N.Y. Times: U.S. Engagement in Somalia Greater than Acknowledged

By Daveed Gartenstein-Ross

Today the New York Times has an article on Somalia reporting that U.S. military engagement there was greater than the government has acknowledged:

The American military quietly waged a campaign from Ethiopia last month to capture or kill top leaders of Al Qaeda in the Horn of Africa, including the use of an airstrip in eastern Ethiopia to mount airstrikes against Islamic militants in neighboring Somalia, according to American officials. The close and largely clandestine relationship with Ethiopia also included significant sharing of intelligence on the Islamic militants' positions and information from American spy satellites with the Ethiopian military.

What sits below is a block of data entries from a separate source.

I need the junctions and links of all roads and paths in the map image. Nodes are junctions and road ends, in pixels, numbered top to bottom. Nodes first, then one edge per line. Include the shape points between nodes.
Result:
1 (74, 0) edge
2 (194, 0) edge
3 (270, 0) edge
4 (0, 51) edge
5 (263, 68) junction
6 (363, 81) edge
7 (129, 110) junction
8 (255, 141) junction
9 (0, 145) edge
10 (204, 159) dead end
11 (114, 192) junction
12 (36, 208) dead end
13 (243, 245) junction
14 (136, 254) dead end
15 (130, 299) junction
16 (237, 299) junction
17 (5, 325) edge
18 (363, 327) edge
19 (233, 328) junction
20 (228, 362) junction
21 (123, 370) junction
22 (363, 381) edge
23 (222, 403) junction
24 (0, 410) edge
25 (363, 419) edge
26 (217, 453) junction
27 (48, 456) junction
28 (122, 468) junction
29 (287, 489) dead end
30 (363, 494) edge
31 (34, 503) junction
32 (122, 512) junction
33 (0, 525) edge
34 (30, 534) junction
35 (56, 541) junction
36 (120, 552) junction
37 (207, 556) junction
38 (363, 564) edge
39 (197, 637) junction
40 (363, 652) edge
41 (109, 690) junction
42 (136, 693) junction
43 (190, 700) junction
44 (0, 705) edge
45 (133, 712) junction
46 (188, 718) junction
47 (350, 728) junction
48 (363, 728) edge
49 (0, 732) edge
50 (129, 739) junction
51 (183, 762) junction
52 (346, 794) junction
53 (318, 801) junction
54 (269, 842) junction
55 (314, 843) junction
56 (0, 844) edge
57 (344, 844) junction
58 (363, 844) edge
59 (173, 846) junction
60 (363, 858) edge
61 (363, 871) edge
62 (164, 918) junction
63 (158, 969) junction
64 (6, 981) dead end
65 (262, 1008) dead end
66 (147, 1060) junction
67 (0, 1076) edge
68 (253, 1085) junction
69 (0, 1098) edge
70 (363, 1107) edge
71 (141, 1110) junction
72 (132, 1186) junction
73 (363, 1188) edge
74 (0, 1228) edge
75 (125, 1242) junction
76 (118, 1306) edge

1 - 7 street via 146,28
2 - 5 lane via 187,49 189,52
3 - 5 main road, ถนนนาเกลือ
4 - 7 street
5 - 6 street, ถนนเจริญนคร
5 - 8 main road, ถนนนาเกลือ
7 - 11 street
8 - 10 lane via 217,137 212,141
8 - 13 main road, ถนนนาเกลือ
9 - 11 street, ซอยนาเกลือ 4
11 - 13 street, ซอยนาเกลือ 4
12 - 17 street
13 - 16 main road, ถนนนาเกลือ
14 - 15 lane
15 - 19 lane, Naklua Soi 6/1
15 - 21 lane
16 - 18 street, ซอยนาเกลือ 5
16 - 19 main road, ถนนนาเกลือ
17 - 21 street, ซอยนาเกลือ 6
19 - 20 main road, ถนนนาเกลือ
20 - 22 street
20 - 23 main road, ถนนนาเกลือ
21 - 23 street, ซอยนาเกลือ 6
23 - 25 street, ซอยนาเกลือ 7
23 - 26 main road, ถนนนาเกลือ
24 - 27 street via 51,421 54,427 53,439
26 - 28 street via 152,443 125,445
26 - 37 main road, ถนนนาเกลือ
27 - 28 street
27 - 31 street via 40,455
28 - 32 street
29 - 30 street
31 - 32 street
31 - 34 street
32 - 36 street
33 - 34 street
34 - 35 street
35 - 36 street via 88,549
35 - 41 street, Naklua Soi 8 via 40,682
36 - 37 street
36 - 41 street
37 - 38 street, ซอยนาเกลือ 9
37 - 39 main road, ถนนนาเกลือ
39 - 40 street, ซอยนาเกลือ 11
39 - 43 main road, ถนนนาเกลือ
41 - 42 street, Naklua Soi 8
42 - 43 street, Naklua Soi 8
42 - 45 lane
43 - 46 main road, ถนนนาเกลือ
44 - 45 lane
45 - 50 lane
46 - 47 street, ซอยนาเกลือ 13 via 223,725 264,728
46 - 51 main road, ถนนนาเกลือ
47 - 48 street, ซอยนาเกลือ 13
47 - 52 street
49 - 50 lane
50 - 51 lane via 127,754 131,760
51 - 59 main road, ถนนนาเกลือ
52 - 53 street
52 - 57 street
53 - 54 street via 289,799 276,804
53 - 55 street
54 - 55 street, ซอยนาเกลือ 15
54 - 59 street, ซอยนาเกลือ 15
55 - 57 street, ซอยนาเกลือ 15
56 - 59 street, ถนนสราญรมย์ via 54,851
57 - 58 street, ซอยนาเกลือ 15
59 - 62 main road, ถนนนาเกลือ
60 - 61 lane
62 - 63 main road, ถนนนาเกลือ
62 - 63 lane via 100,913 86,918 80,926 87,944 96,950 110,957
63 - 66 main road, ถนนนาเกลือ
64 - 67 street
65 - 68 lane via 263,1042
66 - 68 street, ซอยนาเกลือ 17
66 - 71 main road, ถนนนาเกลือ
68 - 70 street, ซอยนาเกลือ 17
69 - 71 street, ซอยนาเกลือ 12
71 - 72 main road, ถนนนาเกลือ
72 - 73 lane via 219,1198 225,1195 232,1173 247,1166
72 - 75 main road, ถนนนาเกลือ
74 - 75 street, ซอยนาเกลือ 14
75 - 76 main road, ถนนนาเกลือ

Members of a secret American Special Operations unit, Task Force 88, were deployed in Ethiopia and Kenya, and ventured into Somalia, the officials said. . . . It has been known for several weeks that American Special Operations troops have operated inside Somalia and that the United States carried out two strikes on Qaeda suspects using AC-130 gunships. But the extent of American cooperation with the recent Ethiopian invasion into Somalia and the fact that the Pentagon secretly used an airstrip in Ethiopia to carry out attacks have not been previously reported.

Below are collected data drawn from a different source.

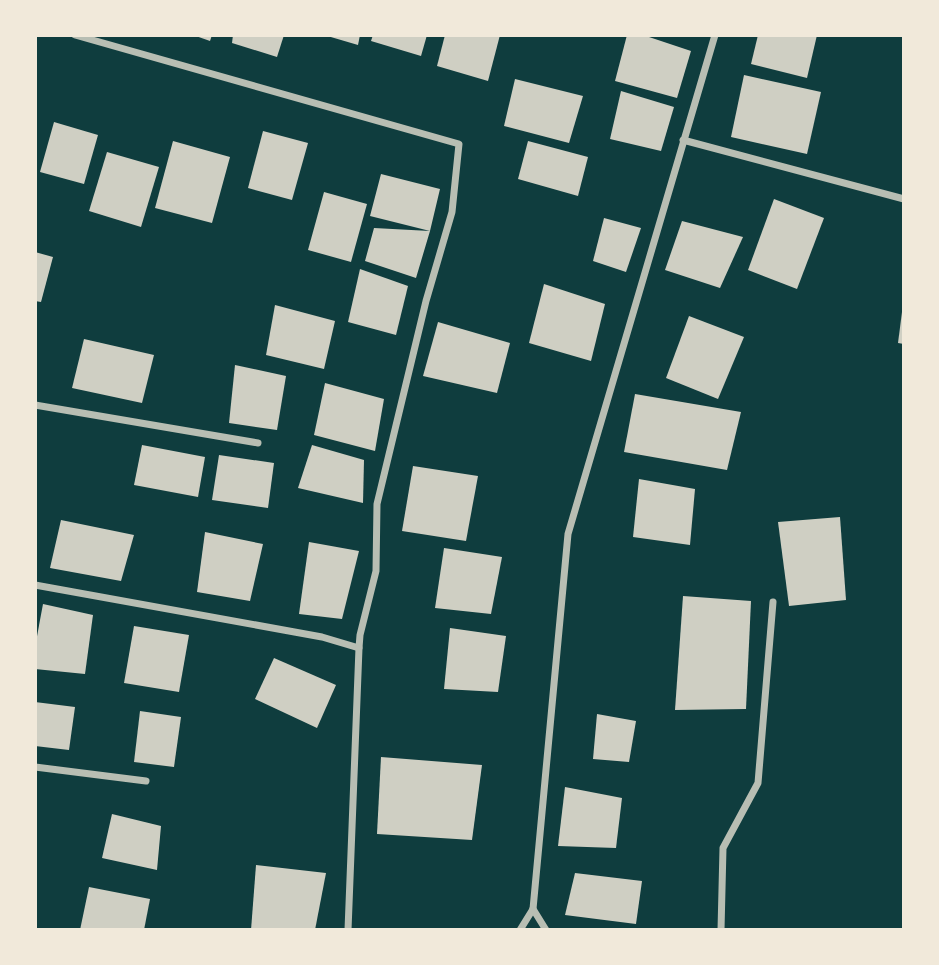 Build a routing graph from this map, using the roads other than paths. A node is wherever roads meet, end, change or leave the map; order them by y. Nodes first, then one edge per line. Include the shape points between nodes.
1 (75, 35) edge
2 (715, 35) edge
3 (684, 140) junction
4 (904, 199) edge
5 (35, 405) edge
6 (258, 443) dead end
7 (35, 585) edge
8 (773, 602) dead end
9 (359, 648) junction
10 (35, 768) edge
11 (146, 781) dead end
12 (533, 909) junction
13 (348, 930) edge
14 (520, 930) edge
15 (546, 930) edge
16 (721, 930) edge

1 - 9 street via 459,144 452,212 377,504 376,571
2 - 3 street
3 - 4 street
3 - 12 street via 568,534
5 - 6 street
7 - 9 street via 322,637
8 - 16 street via 758,783 723,848
9 - 13 street
10 - 11 street
12 - 14 street
12 - 15 street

Actually, that last sentence is not true. Regular CT Blog readers should not be surprised that U.S. military engagement in Somalia was greater than previously acknowledged by the government because I reported this in Pajamas Media well over a month ago, on January 9. An excerpt from my previous report:

U.S. ground forces have been active in Somalia from the start, a senior military intelligence officer confirmed. "In fact," he said, "they were part of the first group in." These ground forces include CIA paramilitary officers who are based out of Galkayo, in Somalia's semiautonomous region of Puntland, Special Operations forces, and Marine units operating out of Camp Lemonier in Djibouti. . . . Pajamas Media previously reported that Ethiopia's use of helicopter gunships capable of targeting the Islamic Courts Union's ground forces was a decisive factor in the army-to-army fighting against the ICU. A senior military intelligence source says that some of the gunships earlier described as Ethiopian were in fact U.S. aircraft. This has been confirmed by Dahir Jibreel, the transitional government's permanent secretary in charge of international cooperation, who said that U.S. planes and helicopters with their markings obscured have been striking targets since December 25.

The CT Blog: you heard it here first.